Software-Defined Infrastructure at Uber
Esther Shein | 04 June 2018
The only way for Uber to deliver the required level of network performance and availability is through software and automation, said Justin Dustzadeh, the head of global network and software platform at Uber. The ride sharing company relies heavily on software to automate its infrastructure and thoroughly tests not only its software but also the test environment itself, Dustzadeh said, speaking at the recent Open Networking Summit.
“Our approach … is to create a test environment that can not only provide the capabilities needed to do the traditional software test cycles — such as feature testing, regression testing, integration testing — but also enables us to deploy and use the tested software to provision, monitor and configure the test environment itself,’’ he told the audience.
To give an idea of just how vast a network Uber has, the company, which started in 2010, logged over five billion trips in 2016, and about 15 million rides occur every day in over 600 cities and in 78 countries, he said.
Software architecture
“The magic of the Uber app today is powered by a highly distributed software architecture that relies on a fault-tolerant and highly available infrastructure,’’ Dustzadeh said. To fully achieve the benefits of software-based automation, he said they always strive to use open standards-based technologies and avoid dependency on a single vendor across the entire infrastructure stack.
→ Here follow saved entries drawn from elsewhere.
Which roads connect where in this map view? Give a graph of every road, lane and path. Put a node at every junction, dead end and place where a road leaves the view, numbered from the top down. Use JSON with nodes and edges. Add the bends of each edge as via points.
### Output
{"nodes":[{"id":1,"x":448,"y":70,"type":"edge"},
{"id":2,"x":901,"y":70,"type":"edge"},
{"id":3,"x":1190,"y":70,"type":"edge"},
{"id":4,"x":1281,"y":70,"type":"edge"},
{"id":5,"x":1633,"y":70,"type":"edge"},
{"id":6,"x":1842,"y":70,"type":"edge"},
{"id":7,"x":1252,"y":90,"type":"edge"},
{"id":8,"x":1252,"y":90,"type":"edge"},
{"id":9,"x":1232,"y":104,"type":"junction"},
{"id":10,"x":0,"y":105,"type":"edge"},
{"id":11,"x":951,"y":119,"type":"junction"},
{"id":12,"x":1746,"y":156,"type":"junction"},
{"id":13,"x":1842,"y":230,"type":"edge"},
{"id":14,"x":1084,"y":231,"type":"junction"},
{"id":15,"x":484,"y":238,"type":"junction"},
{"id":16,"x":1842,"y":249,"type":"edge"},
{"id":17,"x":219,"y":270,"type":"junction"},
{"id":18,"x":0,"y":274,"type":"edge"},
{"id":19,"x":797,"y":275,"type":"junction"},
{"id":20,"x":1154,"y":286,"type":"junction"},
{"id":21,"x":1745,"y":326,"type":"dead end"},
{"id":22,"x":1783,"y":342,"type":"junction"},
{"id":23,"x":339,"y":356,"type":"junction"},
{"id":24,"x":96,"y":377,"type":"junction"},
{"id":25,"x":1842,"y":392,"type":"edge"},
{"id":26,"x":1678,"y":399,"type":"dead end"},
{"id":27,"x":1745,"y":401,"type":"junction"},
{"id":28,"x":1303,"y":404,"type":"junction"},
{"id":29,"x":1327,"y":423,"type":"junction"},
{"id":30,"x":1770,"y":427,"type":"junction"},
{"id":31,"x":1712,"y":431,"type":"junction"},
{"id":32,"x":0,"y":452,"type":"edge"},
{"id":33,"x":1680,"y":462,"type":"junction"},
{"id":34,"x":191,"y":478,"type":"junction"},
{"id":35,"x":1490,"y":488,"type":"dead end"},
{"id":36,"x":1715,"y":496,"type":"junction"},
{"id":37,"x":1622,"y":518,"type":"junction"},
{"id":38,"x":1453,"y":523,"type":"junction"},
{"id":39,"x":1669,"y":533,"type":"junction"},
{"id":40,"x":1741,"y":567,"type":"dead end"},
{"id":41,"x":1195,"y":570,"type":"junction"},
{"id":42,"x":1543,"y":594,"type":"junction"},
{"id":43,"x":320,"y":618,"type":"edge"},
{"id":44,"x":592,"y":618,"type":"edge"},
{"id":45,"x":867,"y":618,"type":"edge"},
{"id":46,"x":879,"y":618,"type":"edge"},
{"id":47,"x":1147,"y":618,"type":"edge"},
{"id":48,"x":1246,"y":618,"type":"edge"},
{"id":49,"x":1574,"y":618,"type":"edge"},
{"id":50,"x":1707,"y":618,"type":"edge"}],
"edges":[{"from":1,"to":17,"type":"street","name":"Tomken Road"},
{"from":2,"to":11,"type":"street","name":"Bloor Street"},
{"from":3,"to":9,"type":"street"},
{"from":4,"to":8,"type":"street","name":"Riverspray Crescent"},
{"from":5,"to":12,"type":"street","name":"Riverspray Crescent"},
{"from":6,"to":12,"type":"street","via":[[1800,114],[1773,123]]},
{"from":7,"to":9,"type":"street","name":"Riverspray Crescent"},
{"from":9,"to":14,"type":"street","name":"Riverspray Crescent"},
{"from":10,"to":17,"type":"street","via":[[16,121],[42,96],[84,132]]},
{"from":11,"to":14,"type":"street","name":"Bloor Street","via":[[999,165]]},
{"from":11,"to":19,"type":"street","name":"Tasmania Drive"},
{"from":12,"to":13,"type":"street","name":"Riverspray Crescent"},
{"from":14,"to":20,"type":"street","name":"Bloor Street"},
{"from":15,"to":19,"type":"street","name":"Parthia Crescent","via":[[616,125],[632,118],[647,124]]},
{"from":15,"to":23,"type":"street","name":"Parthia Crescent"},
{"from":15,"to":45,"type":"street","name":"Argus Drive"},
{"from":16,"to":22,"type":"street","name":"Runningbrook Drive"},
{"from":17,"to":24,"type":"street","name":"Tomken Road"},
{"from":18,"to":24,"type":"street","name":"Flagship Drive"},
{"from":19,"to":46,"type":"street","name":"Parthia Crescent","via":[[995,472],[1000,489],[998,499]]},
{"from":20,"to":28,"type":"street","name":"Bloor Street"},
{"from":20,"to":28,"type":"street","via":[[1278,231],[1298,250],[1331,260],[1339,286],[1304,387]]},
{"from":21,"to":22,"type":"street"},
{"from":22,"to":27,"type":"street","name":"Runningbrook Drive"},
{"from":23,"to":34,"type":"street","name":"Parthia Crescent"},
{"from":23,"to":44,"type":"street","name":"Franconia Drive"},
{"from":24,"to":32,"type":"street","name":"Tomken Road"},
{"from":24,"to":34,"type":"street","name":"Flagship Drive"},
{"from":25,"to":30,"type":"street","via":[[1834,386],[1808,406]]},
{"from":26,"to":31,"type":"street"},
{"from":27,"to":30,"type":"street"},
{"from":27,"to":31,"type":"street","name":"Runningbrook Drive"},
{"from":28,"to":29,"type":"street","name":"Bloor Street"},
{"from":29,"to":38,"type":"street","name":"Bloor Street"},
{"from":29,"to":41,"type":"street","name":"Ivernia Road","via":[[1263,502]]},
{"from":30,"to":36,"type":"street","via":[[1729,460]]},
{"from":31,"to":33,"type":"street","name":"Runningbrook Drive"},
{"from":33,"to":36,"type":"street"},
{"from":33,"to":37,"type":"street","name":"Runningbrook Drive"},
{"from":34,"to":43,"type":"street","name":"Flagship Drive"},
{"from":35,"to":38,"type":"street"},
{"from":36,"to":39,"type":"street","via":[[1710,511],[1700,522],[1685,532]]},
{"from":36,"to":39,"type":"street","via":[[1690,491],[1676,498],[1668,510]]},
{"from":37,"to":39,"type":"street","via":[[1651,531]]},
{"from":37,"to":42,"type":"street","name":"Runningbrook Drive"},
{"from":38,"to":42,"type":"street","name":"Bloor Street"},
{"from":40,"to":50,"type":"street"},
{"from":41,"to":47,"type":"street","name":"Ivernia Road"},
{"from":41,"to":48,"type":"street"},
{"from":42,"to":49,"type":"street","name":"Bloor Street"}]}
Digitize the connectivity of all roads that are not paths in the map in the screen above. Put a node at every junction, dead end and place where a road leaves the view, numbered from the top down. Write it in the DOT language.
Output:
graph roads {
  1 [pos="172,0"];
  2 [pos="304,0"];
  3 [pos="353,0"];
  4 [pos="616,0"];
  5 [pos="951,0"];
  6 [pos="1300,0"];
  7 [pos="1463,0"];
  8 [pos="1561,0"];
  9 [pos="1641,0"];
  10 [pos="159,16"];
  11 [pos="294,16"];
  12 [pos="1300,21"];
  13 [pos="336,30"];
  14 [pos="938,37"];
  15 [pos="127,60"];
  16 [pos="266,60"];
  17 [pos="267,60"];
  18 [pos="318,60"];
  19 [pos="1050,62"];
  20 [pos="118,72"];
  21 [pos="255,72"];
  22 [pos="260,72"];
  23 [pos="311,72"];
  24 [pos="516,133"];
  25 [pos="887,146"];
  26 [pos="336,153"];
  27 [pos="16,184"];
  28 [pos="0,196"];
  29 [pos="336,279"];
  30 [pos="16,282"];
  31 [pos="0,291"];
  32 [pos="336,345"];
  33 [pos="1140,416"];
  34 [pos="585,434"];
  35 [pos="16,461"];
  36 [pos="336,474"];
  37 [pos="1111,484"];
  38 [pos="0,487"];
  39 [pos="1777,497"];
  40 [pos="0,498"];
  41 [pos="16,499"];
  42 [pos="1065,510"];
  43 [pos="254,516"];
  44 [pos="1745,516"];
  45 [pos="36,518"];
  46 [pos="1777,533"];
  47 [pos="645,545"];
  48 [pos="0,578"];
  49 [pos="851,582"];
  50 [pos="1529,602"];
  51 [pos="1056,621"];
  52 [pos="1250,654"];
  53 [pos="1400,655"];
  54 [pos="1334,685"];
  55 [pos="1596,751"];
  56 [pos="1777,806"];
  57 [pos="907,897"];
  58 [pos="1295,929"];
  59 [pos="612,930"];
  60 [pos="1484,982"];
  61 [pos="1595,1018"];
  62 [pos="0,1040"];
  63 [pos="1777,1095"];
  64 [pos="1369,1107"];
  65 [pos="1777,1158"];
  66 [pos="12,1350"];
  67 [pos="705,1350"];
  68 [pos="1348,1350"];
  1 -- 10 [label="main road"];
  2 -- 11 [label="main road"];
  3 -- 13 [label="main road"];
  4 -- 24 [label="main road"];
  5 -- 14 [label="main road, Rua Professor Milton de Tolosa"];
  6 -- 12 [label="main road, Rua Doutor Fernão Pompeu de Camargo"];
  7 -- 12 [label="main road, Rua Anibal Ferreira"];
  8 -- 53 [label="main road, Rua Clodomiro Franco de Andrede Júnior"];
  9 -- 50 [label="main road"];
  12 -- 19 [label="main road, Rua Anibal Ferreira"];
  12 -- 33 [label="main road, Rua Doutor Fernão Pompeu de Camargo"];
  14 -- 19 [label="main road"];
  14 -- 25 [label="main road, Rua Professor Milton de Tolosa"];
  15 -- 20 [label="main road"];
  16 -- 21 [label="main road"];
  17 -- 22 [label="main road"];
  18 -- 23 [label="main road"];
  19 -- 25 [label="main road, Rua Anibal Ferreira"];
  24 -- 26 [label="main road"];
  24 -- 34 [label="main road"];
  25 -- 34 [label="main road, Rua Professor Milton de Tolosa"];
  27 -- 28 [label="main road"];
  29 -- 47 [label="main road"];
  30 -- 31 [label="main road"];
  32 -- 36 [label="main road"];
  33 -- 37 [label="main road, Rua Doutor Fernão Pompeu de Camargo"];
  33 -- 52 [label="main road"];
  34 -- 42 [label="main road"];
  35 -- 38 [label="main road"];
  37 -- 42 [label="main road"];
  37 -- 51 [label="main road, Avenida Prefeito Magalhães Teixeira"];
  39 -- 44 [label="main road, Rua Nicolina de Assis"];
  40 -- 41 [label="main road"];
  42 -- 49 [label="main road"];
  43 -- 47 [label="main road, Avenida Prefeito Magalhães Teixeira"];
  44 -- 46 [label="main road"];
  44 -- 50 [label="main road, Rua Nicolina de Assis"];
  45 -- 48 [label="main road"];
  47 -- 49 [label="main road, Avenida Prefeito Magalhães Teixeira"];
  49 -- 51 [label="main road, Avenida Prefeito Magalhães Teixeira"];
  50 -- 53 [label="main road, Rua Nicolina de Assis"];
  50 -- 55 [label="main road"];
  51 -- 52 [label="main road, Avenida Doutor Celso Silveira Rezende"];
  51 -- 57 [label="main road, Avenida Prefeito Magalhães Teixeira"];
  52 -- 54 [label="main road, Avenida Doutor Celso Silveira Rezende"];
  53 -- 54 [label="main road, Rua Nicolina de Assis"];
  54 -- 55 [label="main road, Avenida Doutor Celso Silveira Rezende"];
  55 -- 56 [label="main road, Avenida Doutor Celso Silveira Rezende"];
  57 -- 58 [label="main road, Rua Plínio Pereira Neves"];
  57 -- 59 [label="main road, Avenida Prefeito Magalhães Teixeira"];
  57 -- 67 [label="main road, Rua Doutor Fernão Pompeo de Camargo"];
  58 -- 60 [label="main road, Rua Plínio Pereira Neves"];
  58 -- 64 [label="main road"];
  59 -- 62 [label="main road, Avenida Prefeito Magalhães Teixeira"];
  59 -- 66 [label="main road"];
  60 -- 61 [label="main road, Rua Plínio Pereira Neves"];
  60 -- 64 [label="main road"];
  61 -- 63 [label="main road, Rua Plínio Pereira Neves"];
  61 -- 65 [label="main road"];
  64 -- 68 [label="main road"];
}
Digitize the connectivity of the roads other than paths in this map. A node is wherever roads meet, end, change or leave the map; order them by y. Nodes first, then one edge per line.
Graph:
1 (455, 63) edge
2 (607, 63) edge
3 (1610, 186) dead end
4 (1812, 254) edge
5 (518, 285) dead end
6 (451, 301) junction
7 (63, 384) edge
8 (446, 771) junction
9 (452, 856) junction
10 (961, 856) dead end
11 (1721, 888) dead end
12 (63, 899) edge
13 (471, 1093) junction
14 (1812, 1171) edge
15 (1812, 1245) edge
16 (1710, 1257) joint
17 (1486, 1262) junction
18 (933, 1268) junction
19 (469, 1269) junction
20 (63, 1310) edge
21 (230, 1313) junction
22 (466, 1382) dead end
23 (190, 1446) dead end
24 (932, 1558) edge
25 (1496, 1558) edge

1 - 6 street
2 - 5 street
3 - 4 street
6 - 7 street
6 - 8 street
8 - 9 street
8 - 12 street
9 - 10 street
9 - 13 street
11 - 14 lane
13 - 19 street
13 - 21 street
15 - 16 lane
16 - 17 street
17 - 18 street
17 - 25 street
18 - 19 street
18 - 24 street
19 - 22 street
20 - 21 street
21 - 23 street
At Uber, a key enabler is to build real-time or near real-time visibility into the infrastructure state, and then leveraging that information and augment it with additional insights from analytics and machine learning, Dustzadeh said. Then IT can push the desired state of the infrastructure through programmatic interfaces.
In terms of real-life examples, he said they use software to automate many areas, from delivering forecasting models to doing capacity planning, provisioning infrastructure and managing all the changes that IT performs. Additionally, software is used to automate detecting incidents and for mitigating and remediating when things fail.
Automation
“For provisioning across our server and network environments we leverage a number of homegrown software platforms to automate and orchestrate the entire provisioning process,” in areas like auto discovery, Dustzadeh said. On the network side, for example, IT pushes intelligence to the devices to enable a distributed self-discovery model and enable zero-touch provisioning, he noted. This includes auto validation of the state of the hardware, for example, to prevent bad devices from going into production, he added.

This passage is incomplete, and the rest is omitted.